Crispy sourdough waffles.

waffles

Over the week-end I’ve been finally baking with my revived sourdough starter again. I’ll keep my first attempt for tomorrow, since I need to check a few details. So today, as a starter, if you want, I’ll introduce a “side-product” of sourdough baking. One of the disturbing aspects of keeping a starter is, for me, the constant removal of a part of it: each day a share of your starter, if unused, ends up in the toilet. What, first I have to grow it as if it were my own son, and then I have to dump it? Are you kidding? Problem is, if you don’t and if you don’t bake every single day, you’ll end up with a gigantic amount of starter taking up all your space. Just imagine going to your landlord and telling him you’ve sub-leased his flat to two hundred cubic meters of starter! Consequently, throwing away part of my starter every day is the only solution. I do keep my eyes closed when I flush it though.
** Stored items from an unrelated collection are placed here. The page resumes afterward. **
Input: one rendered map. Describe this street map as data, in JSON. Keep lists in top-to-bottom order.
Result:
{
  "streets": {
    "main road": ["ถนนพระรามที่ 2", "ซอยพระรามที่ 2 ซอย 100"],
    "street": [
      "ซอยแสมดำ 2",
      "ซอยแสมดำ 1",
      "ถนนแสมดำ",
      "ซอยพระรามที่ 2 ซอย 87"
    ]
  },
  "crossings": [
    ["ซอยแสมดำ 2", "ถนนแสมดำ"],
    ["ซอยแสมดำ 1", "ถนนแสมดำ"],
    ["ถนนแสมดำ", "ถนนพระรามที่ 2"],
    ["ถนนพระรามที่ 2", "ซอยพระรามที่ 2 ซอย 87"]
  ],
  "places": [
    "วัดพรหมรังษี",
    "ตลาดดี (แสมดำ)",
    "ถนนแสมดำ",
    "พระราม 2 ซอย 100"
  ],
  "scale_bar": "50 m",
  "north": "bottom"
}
Is there a way to stop this waste? Well, at least in part there is. Nancy Silverton's Breads from the La Brea Bakery has a handy chapter at the end of her book with possible non-bread recipes using sourdough starter. My first choice would have been the onion rings but since I didn’t feel like frying I picked her Sourdough Waffles. This is the first recipe I tried that really gave crispy waffles: at least as long as my waffle iron was really hot and they didn’t sit around too long. Ideally one person should make the waffles while the other eat them: cruel, I agree, but the waffle maker can always pick up the nicest ones for himself as perks and eat then while cooking the rest. They have a nice tart taste which is great match to maple syrup, marmalade and, obviously, Nutella. I actually find they taste great in a savoury version too, with ham or a simple cheddar for example. The only down-side is that it might happen, as it did to me, that one of your breakfast guests bites into one expecting a sweet waffle and ends up making a disgusted face. Better make it clear from the start that these are not sweet or maybe add some sugar to the batter just before making the waffles.

Sourdough Waffles (from Nancy Silverton's Breads from the La Brea Bakery)

Heat the following in a pot till butter is melted and let cool to room temperature

4 oz (115 g) butter
8 oz (225 g) milk

Add the milk-butter mixture to

9 oz (255g) starter
1 tsp salt
1 Tbsp (packed) brown sugar
6 oz (170 g)all purpose flour

Mix these together to form a thick batter, cover with wrap and let stand for 8-14 hours. If you do this before going to bed, you’ll have the dough ready for breakfast next day.

Once the time’s up heat your waffle iron (for at least 10 minutes) and, if needed (mine is non-stick), slightly brush the iron with oil. Whisk 2 large eggs and 1/4 tsp baking soda in the dough. Pour 1/2 to 3/4 cups of dough on the waffle iron and close the lid. Let cook for 3-5 minutes. Serve immediately. Makes 8-10 round 8 in waffles

Notes: I found that my waffle iron needed some time between each waffle to heat up again, about 2 minutes. If I skipped this step the waffles turned up not as crunchy.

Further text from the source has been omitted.